IS BUSY GOOD ENOUGH?

RETIREMENT COACHING – DEBBIE DRINKARD GROVUM“I am so busy; I don’t know how I ever got everything done before I retired.”  Sound familiar?  When I was working full time and heard my retired friends talk about how much busier they were now that they were retired, I thought, “Maybe there is a little exaggeration going on here.  How can they have so much to do?”  But now that I no longer work full time and live around a lot of retired people, I get it.

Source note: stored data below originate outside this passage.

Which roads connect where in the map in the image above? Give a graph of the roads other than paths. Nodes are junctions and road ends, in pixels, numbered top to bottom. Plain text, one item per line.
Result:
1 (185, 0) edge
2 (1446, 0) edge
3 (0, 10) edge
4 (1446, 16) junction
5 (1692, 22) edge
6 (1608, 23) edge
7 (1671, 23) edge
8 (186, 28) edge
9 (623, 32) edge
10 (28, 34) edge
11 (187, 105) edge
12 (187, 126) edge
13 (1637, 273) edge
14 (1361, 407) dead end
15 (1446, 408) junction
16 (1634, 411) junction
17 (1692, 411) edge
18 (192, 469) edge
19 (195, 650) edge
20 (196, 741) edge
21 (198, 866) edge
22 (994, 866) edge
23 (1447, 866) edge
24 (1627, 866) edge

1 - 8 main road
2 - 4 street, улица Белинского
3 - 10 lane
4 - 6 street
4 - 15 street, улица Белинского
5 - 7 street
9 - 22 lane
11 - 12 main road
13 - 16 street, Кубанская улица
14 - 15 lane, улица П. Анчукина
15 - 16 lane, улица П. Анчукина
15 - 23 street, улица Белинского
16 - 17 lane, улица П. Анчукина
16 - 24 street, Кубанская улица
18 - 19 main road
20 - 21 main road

It is easy to stay busy.  If I wanted to, I think I could fill every day with dining out, happy hour, a little exercise, and a meeting or two.  Throw in some volunteer work, family time, travel, entertainment and an encore career, and my calendar would be bursting.  Studies have shown that being active and staying connected are important factors in aging well.  But is there more to taking care of our well-being than just being busy?  What about the quality of the activities that keeps us busy?

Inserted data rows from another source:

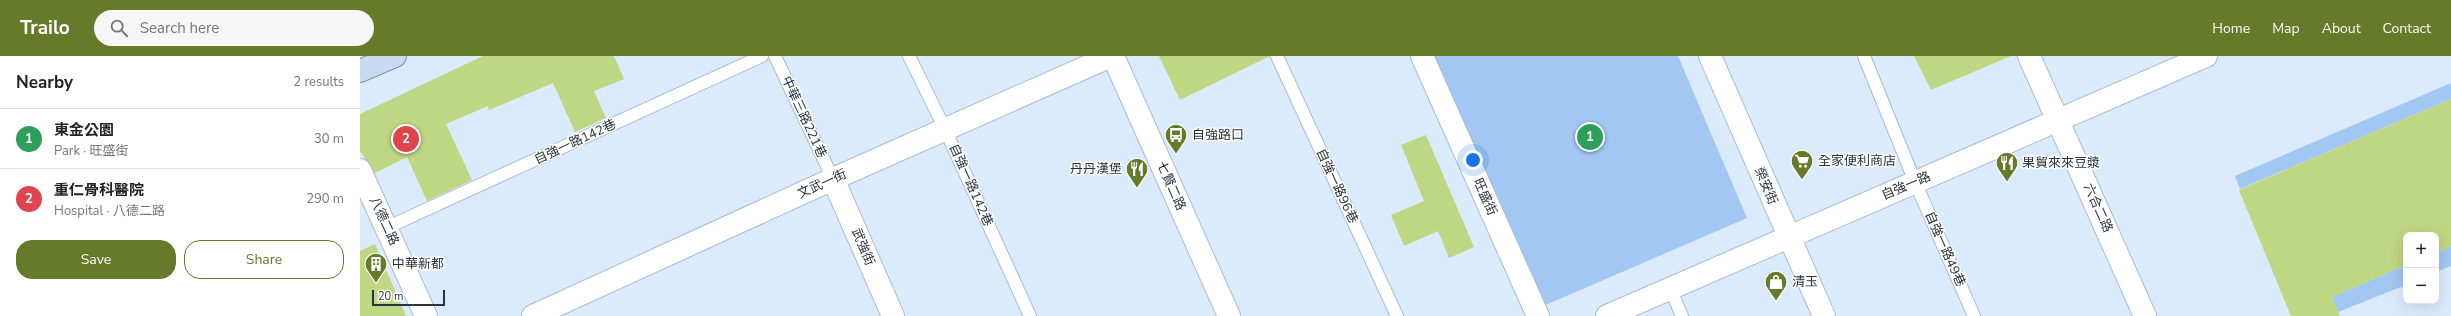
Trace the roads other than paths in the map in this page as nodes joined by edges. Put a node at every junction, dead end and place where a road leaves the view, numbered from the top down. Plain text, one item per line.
1 (395, 56) edge
2 (762, 56) edge
3 (775, 56) edge
4 (909, 56) edge
5 (1112, 56) edge
6 (1277, 56) edge
7 (1422, 56) edge
8 (1710, 56) edge
9 (1864, 56) edge
10 (2029, 56) edge
11 (2196, 58) edge
12 (360, 72) edge
13 (2058, 120) junction
14 (945, 129) junction
15 (360, 170) edge
16 (833, 179) junction
17 (1915, 182) junction
18 (388, 227) junction
19 (1788, 237) junction
20 (1670, 288) junction
21 (426, 316) edge
22 (533, 316) edge
23 (893, 316) edge
24 (1030, 316) edge
25 (1229, 316) edge
26 (1397, 316) edge
27 (1538, 316) edge
28 (1607, 316) edge
29 (1682, 316) edge
30 (1824, 316) edge
31 (1974, 316) edge
32 (2145, 316) edge

1 - 12 main road
2 - 18 lane, 自強一路142巷
3 - 16 lane, 中華三路221巷
4 - 14 lane, 自強一路142巷
5 - 14 street, 文武一街
5 - 25 street, 七賢二路
6 - 26 lane, 自強一路96巷
7 - 27 street, 旺盛街
8 - 19 street, 榮安街
9 - 17 lane, 自強一路49巷
10 - 13 street, 六合二路
11 - 13 street, 自強一路
13 - 17 street, 自強一路
13 - 32 street, 六合二路
14 - 16 street, 文武一街
14 - 24 lane, 自強一路142巷
15 - 18 street, 八德二路
16 - 22 street, 文武一街
16 - 23 street, 武強街
17 - 19 street, 自強一路
17 - 31 lane, 自強一路49巷
18 - 21 street, 八德二路
19 - 20 street, 自強一路
19 - 30 street, 榮安街
20 - 28 street, 自強一路
20 - 29 lane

Well, it turns out that just staying busy isn’t enough.  The Sloan Center on Aging and Work at Boston College conducted research on how the quality of older adults’ activities affects their well-being in four areas-work, caretaking, education and volunteering.  In Engaged as We Age: Just Do It?…Maybe Not! , researchers report that when people are engaged in an activity rather than just being involved, well-being goes up.  For the study, involvement was defined as participation in an activity.  Engagement was defined as the quality of one’s connection to an activity or role or the act of attaching psychological importance to an activity or role.

The study surveyed 850 people and divided them into three age groups: younger than 50 (26 percent of respondents), 50-64 (45 percent of respondents) and 65 and older (29 percent of respondents).  One of the main findings of the study was that “Well-being appears to be considerably enhanced for those who are highly engaged (not just involved) in activities.  The depth of engagement may be even more consequential for well-being later in life.”  Researchers also found that being involved but not engaged in one of the four areas studied “is about as good for one’s well-being as not being involved in the activity at all.”

How can you engage more and improve your well-being?

  1. Clarify Your Life Purpose-Purpose is what gives life meaning.  Richard Leider defines purpose as where our passions and talents intersect with a need.  We feel more engaged in activities that align with our life purpose.
  2. Explore-Try something new. Take a risk.  My mother always said, “Try it; you might like it” when she was trying to get us to eat new foods.  It was sound advice then and it still is.
  3. Listen to Your Inner Voice-How do you feel before, during and after an activity? Do you look forward to it? Does it energize you and make you want to do it more?  Mihaly Czikszentmihalyi talks about the importance of experiencing “flow”, being completely involved in an activity, and its importance to happiness.
  4. Clear Some Space- It may be time to say no to some activities that aren’t engaging in order to free up time to find what is.

“Just do it” is great advice, but maybe “Just do it with heart” is better.